#### ACTION ITEM
Would you please copy each line of the listing that mentions "ring"?

==== SOURCE DATA

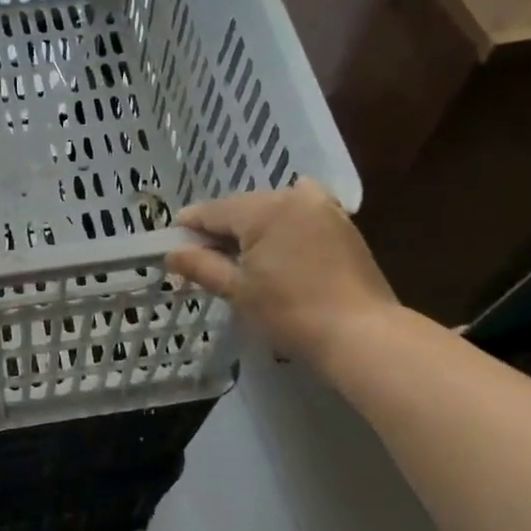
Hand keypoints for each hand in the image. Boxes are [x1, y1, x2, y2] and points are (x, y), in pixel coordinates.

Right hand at [166, 179, 399, 365]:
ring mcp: (323, 207)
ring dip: (253, 227)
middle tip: (204, 257)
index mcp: (264, 209)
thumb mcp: (238, 290)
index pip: (213, 210)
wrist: (359, 333)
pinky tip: (278, 244)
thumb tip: (171, 253)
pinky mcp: (342, 223)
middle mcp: (293, 196)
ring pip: (272, 209)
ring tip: (241, 257)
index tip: (172, 242)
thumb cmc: (290, 312)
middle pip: (243, 207)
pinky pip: (301, 214)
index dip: (189, 226)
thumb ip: (202, 266)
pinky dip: (283, 225)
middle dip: (222, 228)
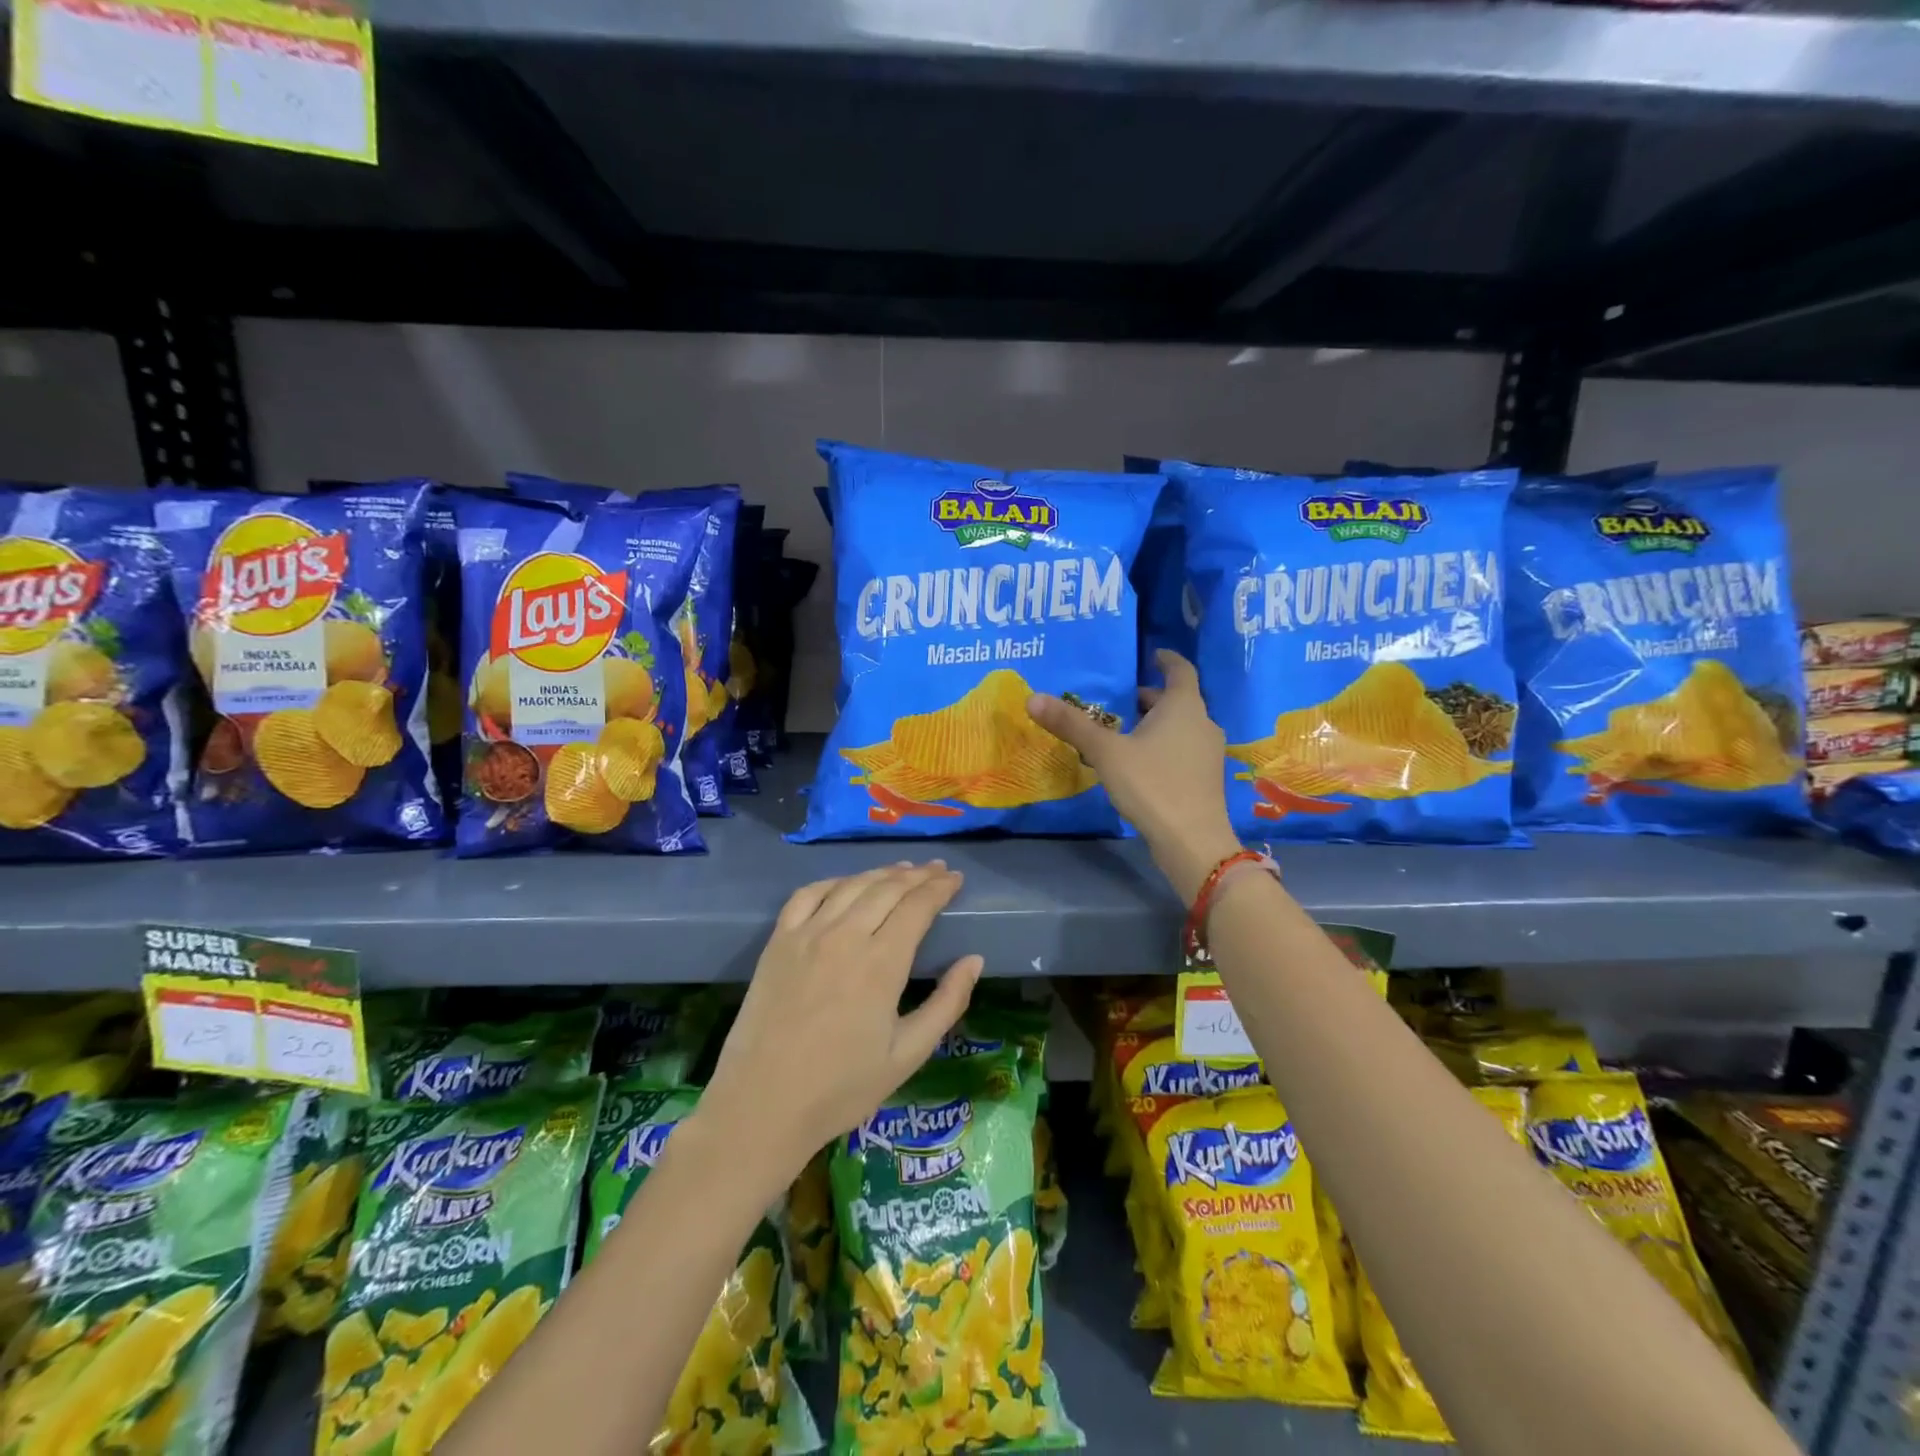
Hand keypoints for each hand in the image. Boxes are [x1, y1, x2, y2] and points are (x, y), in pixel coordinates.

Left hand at [699, 862, 982, 1187]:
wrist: (762, 1105)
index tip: (955, 879)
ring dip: (881, 873)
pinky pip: (808, 894)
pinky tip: (846, 883)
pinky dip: (834, 881)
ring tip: (902, 870)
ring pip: (851, 885)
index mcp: (882, 963)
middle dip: (917, 875)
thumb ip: (946, 1004)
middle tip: (937, 870)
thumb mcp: (908, 1055)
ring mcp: (807, 934)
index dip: (939, 888)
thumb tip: (974, 960)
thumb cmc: (841, 1088)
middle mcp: (845, 936)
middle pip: (887, 888)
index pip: (917, 906)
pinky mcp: (778, 941)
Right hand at [1027, 650, 1240, 900]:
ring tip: (1124, 731)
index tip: (1152, 655)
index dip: (1166, 660)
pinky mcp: (1206, 779)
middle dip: (1151, 698)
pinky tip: (1140, 763)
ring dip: (1156, 724)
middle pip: (1178, 700)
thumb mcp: (1106, 752)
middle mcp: (1202, 723)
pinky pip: (1183, 750)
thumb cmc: (1152, 784)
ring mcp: (1208, 753)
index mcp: (1183, 706)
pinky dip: (1164, 746)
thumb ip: (1072, 725)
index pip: (1181, 670)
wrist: (1192, 840)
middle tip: (1121, 700)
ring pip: (1181, 727)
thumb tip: (1033, 698)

========

#### SOLUTION FOR THIS PROBLEM
ring mcp: (323, 207)
ring dip: (253, 227)
ring pip: (272, 209)
ring tip: (241, 257)
ring dip: (881, 873)
ring tip: (902, 870)
ring pip: (851, 885)
ring mcp: (807, 934)
ring tip: (1124, 731)
ring dip: (1156, 724)
ring mcp: (1208, 753)
ring pip: (1181, 727)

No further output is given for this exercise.